#### How to complete this task
Report back each line of the data that contains the word "Daehae".

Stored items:
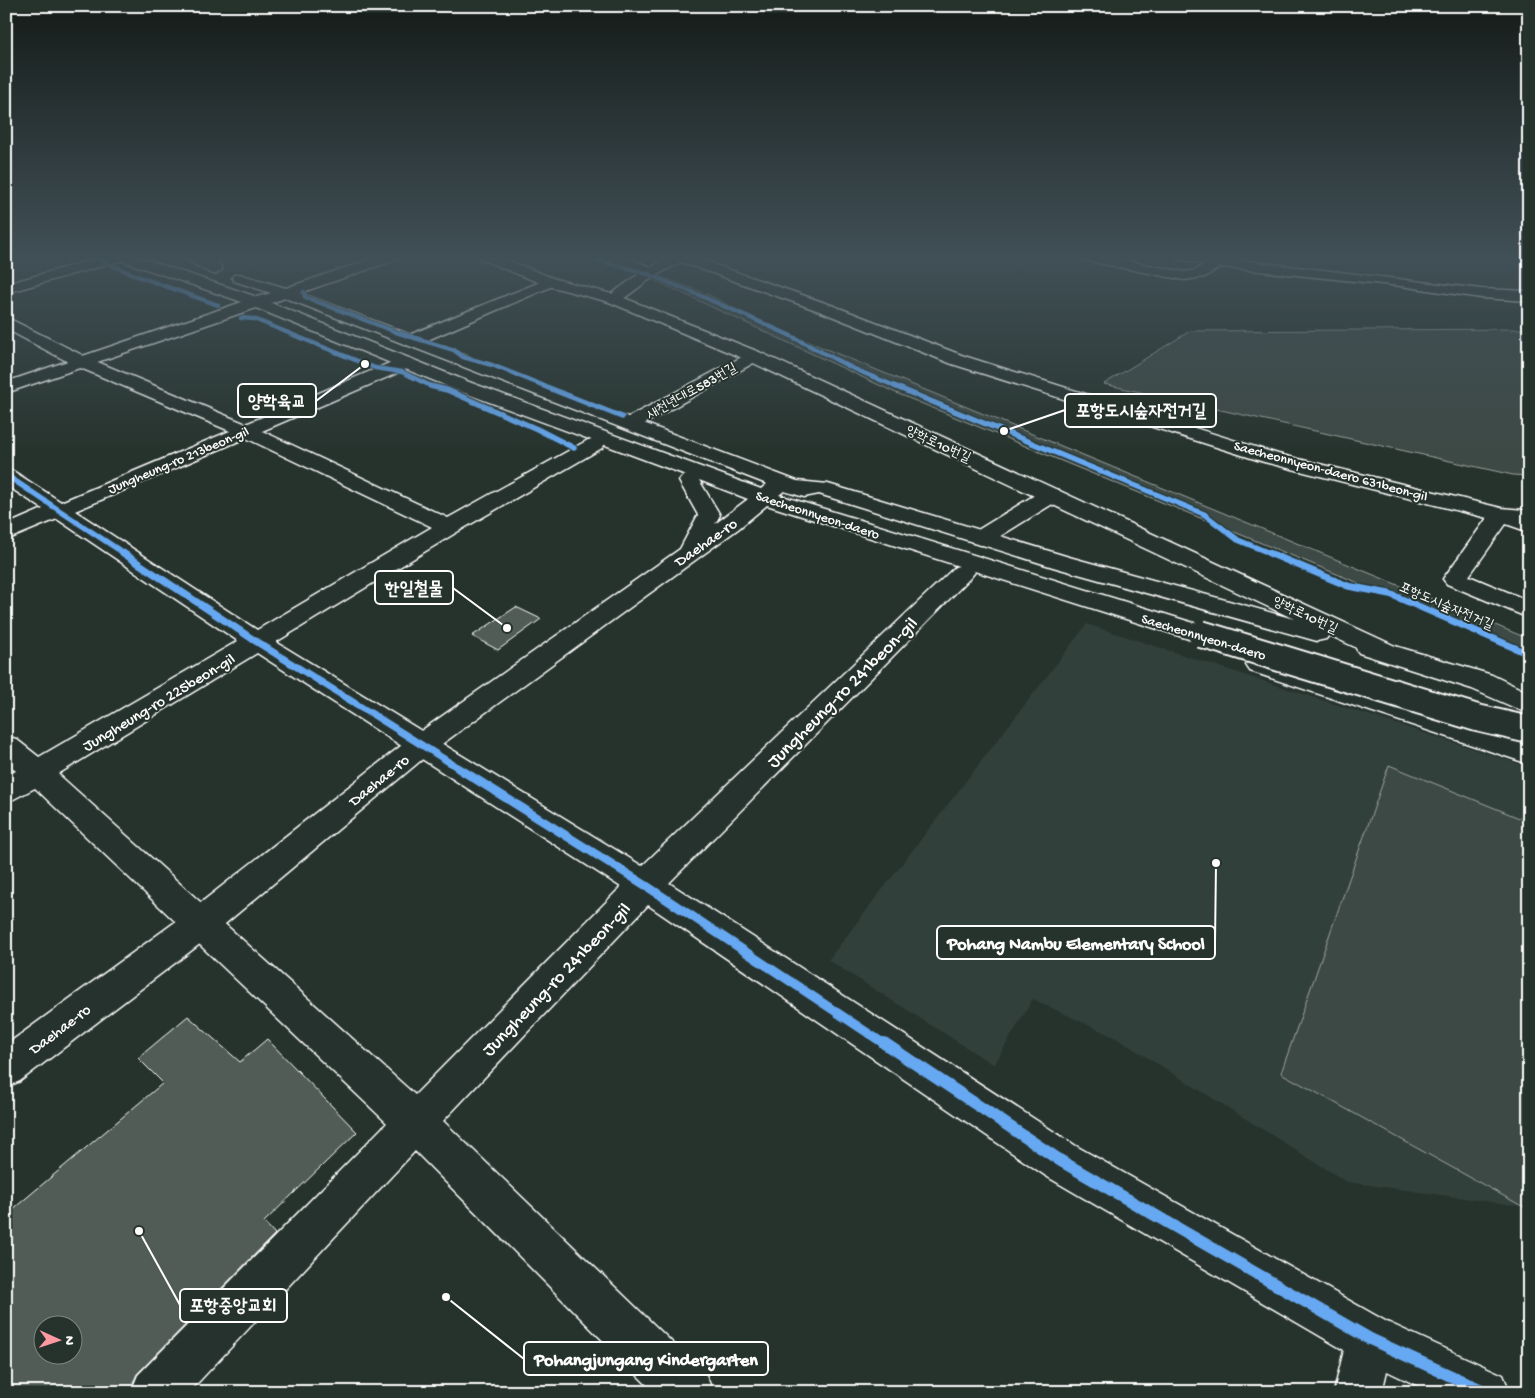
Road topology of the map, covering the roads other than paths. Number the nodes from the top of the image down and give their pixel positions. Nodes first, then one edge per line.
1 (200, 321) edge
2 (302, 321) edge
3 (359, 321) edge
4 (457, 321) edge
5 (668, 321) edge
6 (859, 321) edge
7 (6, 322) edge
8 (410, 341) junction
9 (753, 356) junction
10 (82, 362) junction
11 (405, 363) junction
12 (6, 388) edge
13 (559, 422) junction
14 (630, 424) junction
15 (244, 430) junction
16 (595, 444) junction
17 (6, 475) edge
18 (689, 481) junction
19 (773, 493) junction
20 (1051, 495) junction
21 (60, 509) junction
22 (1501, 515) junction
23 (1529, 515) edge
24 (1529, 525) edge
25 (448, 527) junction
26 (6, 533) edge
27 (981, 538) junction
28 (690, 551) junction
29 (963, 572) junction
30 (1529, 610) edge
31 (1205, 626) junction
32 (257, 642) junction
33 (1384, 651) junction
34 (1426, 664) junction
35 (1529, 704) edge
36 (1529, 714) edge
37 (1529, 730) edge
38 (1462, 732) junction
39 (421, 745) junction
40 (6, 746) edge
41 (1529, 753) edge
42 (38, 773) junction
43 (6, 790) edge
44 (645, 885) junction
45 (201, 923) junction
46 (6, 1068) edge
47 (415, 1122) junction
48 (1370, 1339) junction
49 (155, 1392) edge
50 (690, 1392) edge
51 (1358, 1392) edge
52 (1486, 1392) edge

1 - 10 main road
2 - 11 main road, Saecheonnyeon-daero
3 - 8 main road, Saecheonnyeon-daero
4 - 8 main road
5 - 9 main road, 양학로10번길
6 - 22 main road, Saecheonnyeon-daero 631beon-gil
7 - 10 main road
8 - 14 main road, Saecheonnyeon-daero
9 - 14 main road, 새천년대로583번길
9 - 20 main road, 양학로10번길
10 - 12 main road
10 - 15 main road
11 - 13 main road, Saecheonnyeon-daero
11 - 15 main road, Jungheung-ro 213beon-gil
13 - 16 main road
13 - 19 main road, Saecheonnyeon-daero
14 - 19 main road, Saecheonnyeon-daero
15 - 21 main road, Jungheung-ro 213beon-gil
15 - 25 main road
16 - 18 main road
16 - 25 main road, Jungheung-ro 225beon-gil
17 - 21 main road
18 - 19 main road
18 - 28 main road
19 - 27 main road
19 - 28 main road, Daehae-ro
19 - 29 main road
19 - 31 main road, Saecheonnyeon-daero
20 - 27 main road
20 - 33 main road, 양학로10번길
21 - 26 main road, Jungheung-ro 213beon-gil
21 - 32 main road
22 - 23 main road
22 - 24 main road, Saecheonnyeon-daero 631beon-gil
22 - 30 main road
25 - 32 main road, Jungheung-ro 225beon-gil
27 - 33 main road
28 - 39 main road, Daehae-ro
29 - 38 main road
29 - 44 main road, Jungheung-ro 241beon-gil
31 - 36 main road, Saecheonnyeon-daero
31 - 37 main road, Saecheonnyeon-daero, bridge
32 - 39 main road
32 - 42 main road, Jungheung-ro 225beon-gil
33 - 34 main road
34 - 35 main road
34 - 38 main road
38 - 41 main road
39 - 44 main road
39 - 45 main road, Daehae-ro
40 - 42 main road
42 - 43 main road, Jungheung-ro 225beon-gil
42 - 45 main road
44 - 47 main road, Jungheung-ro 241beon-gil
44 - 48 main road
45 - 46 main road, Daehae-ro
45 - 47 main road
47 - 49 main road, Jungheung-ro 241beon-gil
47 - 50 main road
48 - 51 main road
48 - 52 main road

#### Answer to this problem
19 - 28 main road, Daehae-ro
28 - 39 main road, Daehae-ro
39 - 45 main road, Daehae-ro
45 - 46 main road, Daehae-ro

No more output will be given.